To answer your questions about the Atwood's machine, we can use the principles of Newton's laws of motion, particularly the concept of force and acceleration. Here are the explanations for each question:

1. How far will m2 fall in the time T after the system is released?
To find the distance m2 falls, we need to determine the acceleration of the system. The net force on the system is given by the difference in tension forces on either side of the pulley. Assuming the pulley is frictionless and massless, the tension on one side of the pulley is greater than the other by the weight difference between the two masses, which is equal to (m2 - m1) * g, where g is the acceleration due to gravity (approximately 9.8 m/s^2).
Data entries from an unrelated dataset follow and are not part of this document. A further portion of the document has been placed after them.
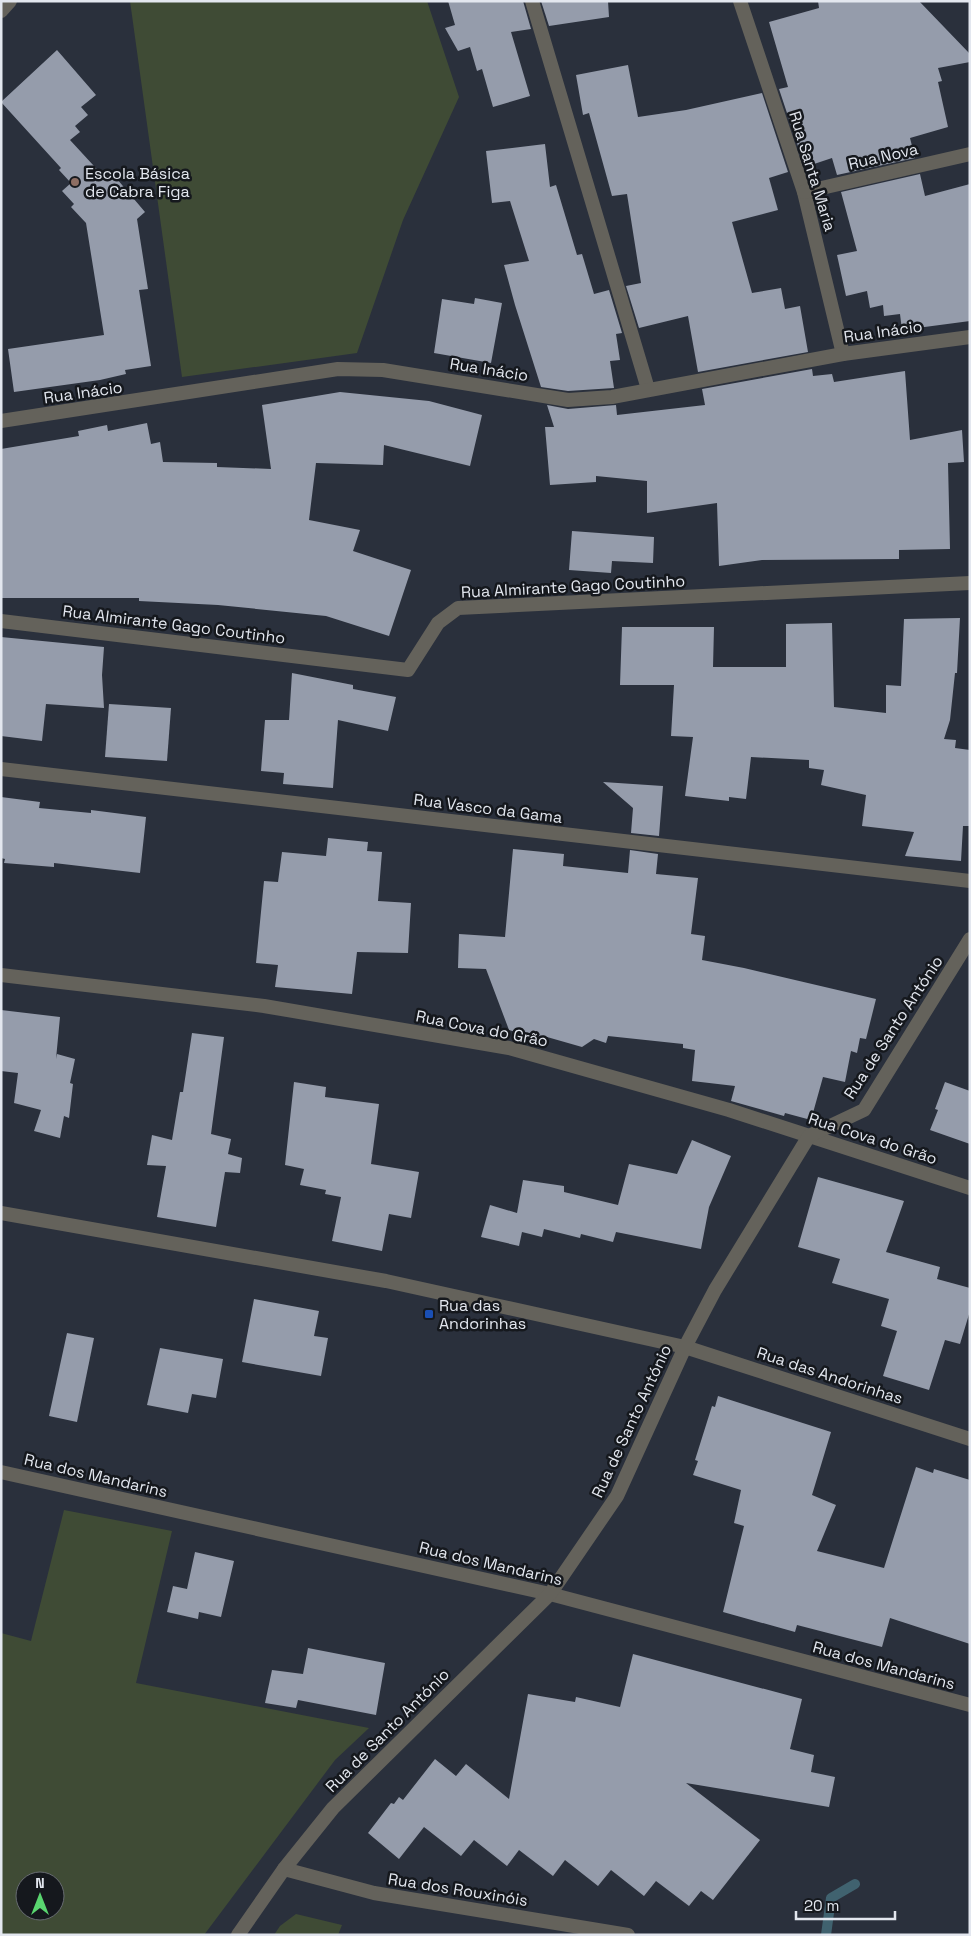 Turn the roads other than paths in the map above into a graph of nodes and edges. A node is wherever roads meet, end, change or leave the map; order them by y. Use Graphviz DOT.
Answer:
graph roads {
  1 [pos="10,1"];
  2 [pos="532,1"];
  3 [pos="740,1"];
  4 [pos="1,10"];
  5 [pos="970,154"];
  6 [pos="804,192"];
  7 [pos="970,337"];
  8 [pos="843,354"];
  9 [pos="648,389"];
  10 [pos="1,421"];
  11 [pos="970,583"];
  12 [pos="1,621"];
  13 [pos="1,769"];
  14 [pos="970,881"];
  15 [pos="970,939"];
  16 [pos="1,975"];
  17 [pos="809,1136"];
  18 [pos="970,1188"];
  19 [pos="1,1213"];
  20 [pos="685,1347"];
  21 [pos="970,1439"];
  22 [pos="1,1472"];
  23 [pos="550,1594"];
  24 [pos="970,1706"];
  25 [pos="284,1869"];
  26 [pos="238,1935"];
  27 [pos="628,1935"];
  1 -- 4 [label="street"];
  2 -- 9 [label="street"];
  3 -- 6 [label="street, Rua Santa Maria"];
  5 -- 6 [label="street, Rua Nova"];
  6 -- 8 [label="street, Rua Santa Maria"];
  7 -- 8 [label="street, Rua Inácio"];
  8 -- 9 [label="street, Rua Inácio"];
  9 -- 10 [label="street, Rua Inácio"];
  11 -- 12 [label="street, Rua Almirante Gago Coutinho"];
  13 -- 14 [label="street, Rua Vasco da Gama"];
  15 -- 17 [label="street, Rua de Santo António"];
  16 -- 17 [label="street, Rua Cova do Grão"];
  17 -- 18 [label="street, Rua Cova do Grão"];
  17 -- 20 [label="street, Rua de Santo António"];
  19 -- 20 [label="street, Rua das Andorinhas"];
  20 -- 21 [label="street, Rua das Andorinhas"];
  20 -- 23 [label="street, Rua de Santo António"];
  22 -- 23 [label="street, Rua dos Mandarins"];
  23 -- 24 [label="street, Rua dos Mandarins"];
  23 -- 25 [label="street, Rua de Santo António"];
  25 -- 26 [label="street, Rua de Santo António"];
  25 -- 27 [label="street, Rua dos Rouxinóis"];
} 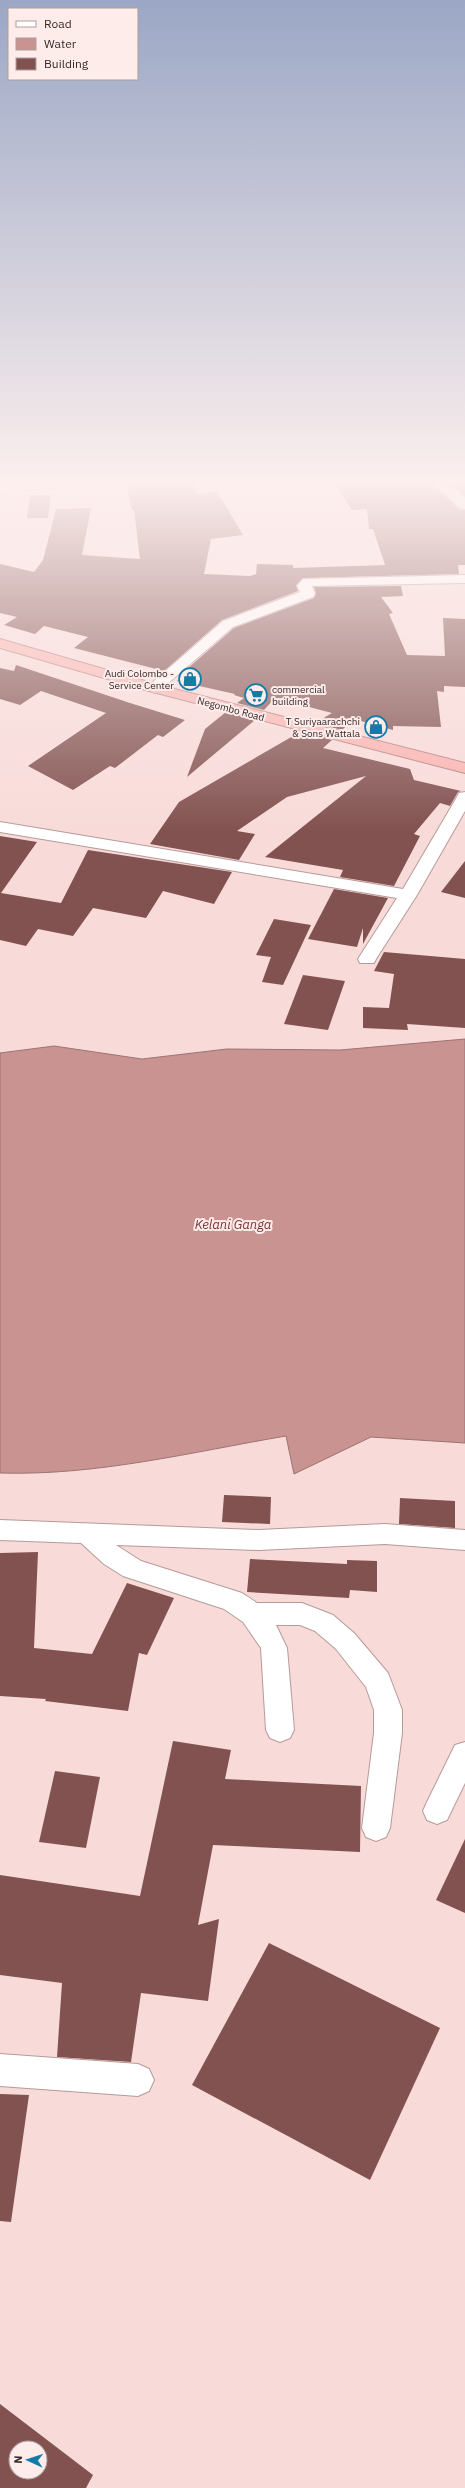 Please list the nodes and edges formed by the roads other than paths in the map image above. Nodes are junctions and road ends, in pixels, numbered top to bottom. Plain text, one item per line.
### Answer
1 (294, 599) edge
2 (0, 632) edge
3 (0, 642) edge
4 (160, 685) junction
5 (465, 757) edge
6 (465, 768) edge
7 (465, 797) edge
8 (0, 827) edge
9 (408, 895) junction
10 (367, 959) dead end
11 (0, 1530) edge
12 (89, 1535) junction
13 (465, 1540) edge
14 (252, 1614) junction
15 (280, 1730) dead end
16 (465, 1754) edge
17 (437, 1811) dead end
18 (376, 1828) dead end
19 (0, 2070) edge
20 (138, 2080) dead end

1 - 4 street
2 - 4 highway, Negombo Road
3 - 4 highway, Negombo Road
4 - 5 highway, Negombo Road
4 - 6 highway, Negombo Road
7 - 9 street
8 - 9 street
9 - 10 street
11 - 12 street
12 - 13 street
12 - 14 street
14 - 15 street
14 - 18 street
16 - 17 street
19 - 20 street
Using Newton's second law, which states that force equals mass times acceleration (F = ma), we can write the equation for the system as (m2 - m1) * g = (m2 + m1) * a, where a is the acceleration of the system.

From here, we can rearrange the equation to solve for acceleration (a): a = (m2 - m1) * g / (m2 + m1).

Using the kinematic equation, s = ut + (1/2) * a * t^2, where s is the distance fallen, u is the initial velocity (which is zero in this case), and t is the time, we can substitute the values to find the distance m2 falls (s):
s = 0 + (1/2) * [(m2 - m1) * g / (m2 + m1)] * t^2.
Simply plug in the given values and solve for s using the desired time T.

2. What is the tension in the cord that connects the two masses?
The tension in the cord can be determined by considering the forces acting on each mass. For mass m1, the tension force T1 in the cord acts upward, balancing the weight force m1 * g acting downward. For mass m2, the tension force T2 in the cord acts downward, balancing the weight force m2 * g acting upward.

The tension in the cord is the same on both sides since it is a single continuous cord. Therefore, T1 = T2.

3. If m1 = 5 kg and m2 = 3 kg, what is the tension in the cord?
Given the masses, we can calculate the tension using the equation derived in response to the previous question. By substituting the given values into the equation T1 = T2, we can find the tension in the cord.

4. What is the time needed for the masses to move 15 m from rest?
To determine the time needed for both masses to move a distance of 15 m from rest, we can use the kinematic equation s = ut + (1/2) * a * t^2.

Since the initial velocity, u, is zero, the equation simplifies to s = (1/2) * a * t^2.

Knowing the acceleration from the previous explanation, we can substitute the given distance (s = 15 m) and solve for t, the time required for the masses to move the specified distance.